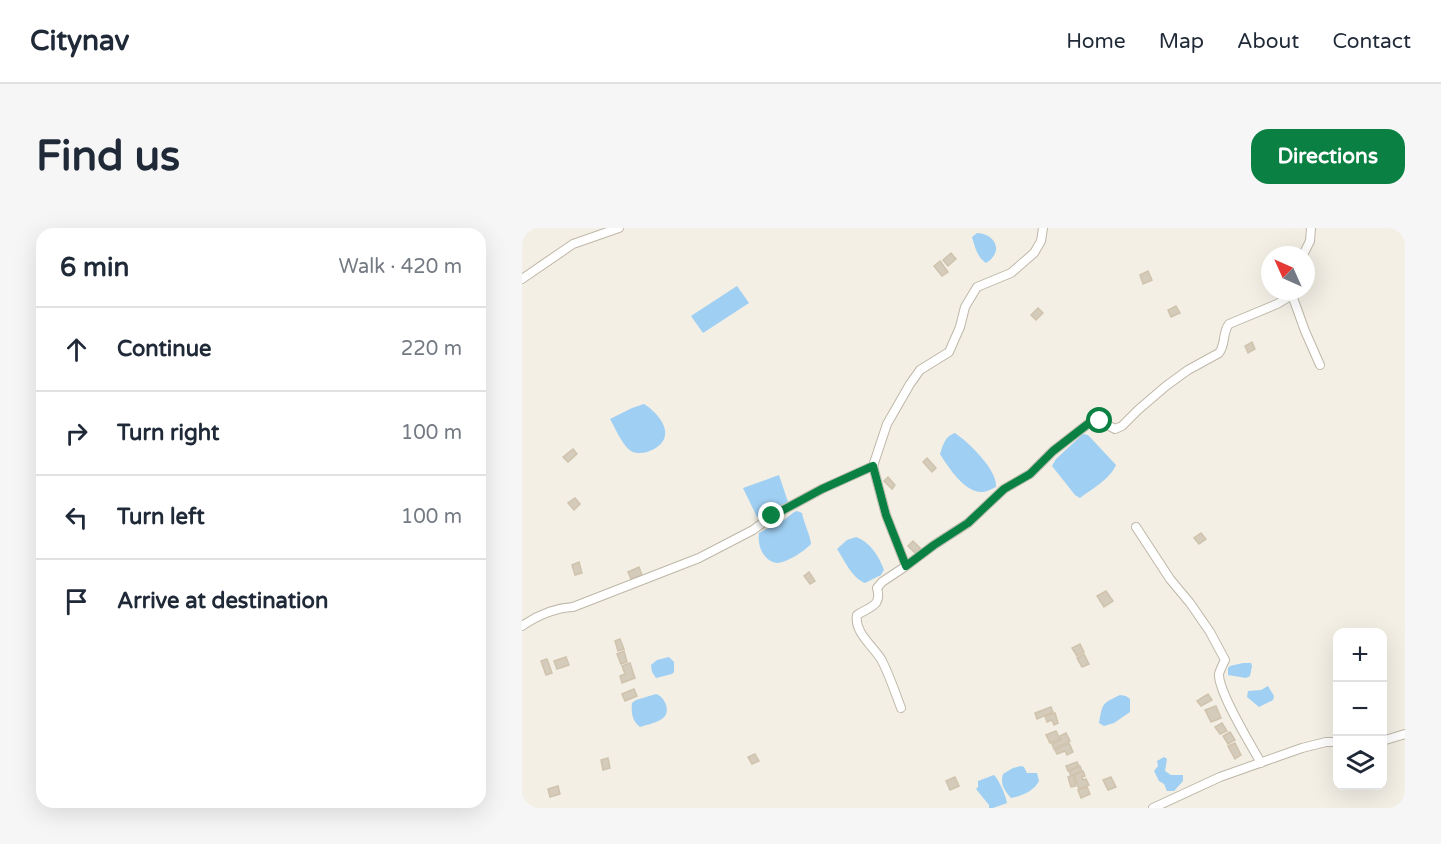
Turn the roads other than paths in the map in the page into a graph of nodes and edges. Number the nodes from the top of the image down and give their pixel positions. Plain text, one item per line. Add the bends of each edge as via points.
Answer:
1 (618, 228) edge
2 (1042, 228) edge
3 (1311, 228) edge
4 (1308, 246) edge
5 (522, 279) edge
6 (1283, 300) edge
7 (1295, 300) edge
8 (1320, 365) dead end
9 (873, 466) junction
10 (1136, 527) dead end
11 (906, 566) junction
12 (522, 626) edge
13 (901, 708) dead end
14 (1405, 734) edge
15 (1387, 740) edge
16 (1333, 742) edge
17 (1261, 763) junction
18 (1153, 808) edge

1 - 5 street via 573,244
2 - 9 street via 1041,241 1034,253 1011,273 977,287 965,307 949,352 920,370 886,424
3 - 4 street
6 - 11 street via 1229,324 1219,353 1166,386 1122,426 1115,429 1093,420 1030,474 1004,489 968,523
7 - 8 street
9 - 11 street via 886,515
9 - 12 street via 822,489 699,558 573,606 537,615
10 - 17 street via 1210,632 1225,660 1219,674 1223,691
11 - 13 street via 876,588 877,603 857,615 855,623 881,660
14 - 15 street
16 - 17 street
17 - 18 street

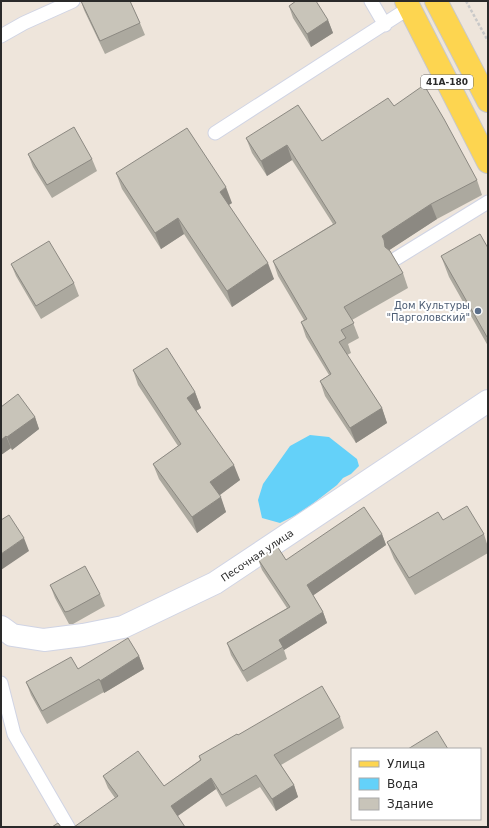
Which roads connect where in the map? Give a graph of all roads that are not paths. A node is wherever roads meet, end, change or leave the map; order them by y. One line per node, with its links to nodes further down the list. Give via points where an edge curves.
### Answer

····················

TASK ITEM
Reproduce the whole listing verbatim. Pictures stay out of the copy.

TASK RESULT
Turn the roads other than paths in the map in the page into a graph of nodes and edges. Number the nodes from the top of the image down and give their pixel positions. Plain text, one item per line. Add the bends of each edge as via points.
Answer:
1 (618, 228) edge
2 (1042, 228) edge
3 (1311, 228) edge
4 (1308, 246) edge
5 (522, 279) edge
6 (1283, 300) edge
7 (1295, 300) edge
8 (1320, 365) dead end
9 (873, 466) junction
10 (1136, 527) dead end
11 (906, 566) junction
12 (522, 626) edge
13 (901, 708) dead end
14 (1405, 734) edge
15 (1387, 740) edge
16 (1333, 742) edge
17 (1261, 763) junction
18 (1153, 808) edge

1 - 5 street via 573,244
2 - 9 street via 1041,241 1034,253 1011,273 977,287 965,307 949,352 920,370 886,424
3 - 4 street
6 - 11 street via 1229,324 1219,353 1166,386 1122,426 1115,429 1093,420 1030,474 1004,489 968,523
7 - 8 street
9 - 11 street via 886,515
9 - 12 street via 822,489 699,558 573,606 537,615
10 - 17 street via 1210,632 1225,660 1219,674 1223,691
11 - 13 street via 876,588 877,603 857,615 855,623 881,660
14 - 15 street
16 - 17 street
17 - 18 street

Which roads connect where in the map? Give a graph of all roads that are not paths. A node is wherever roads meet, end, change or leave the map; order them by y. One line per node, with its links to nodes further down the list. Give via points where an edge curves.
### Answer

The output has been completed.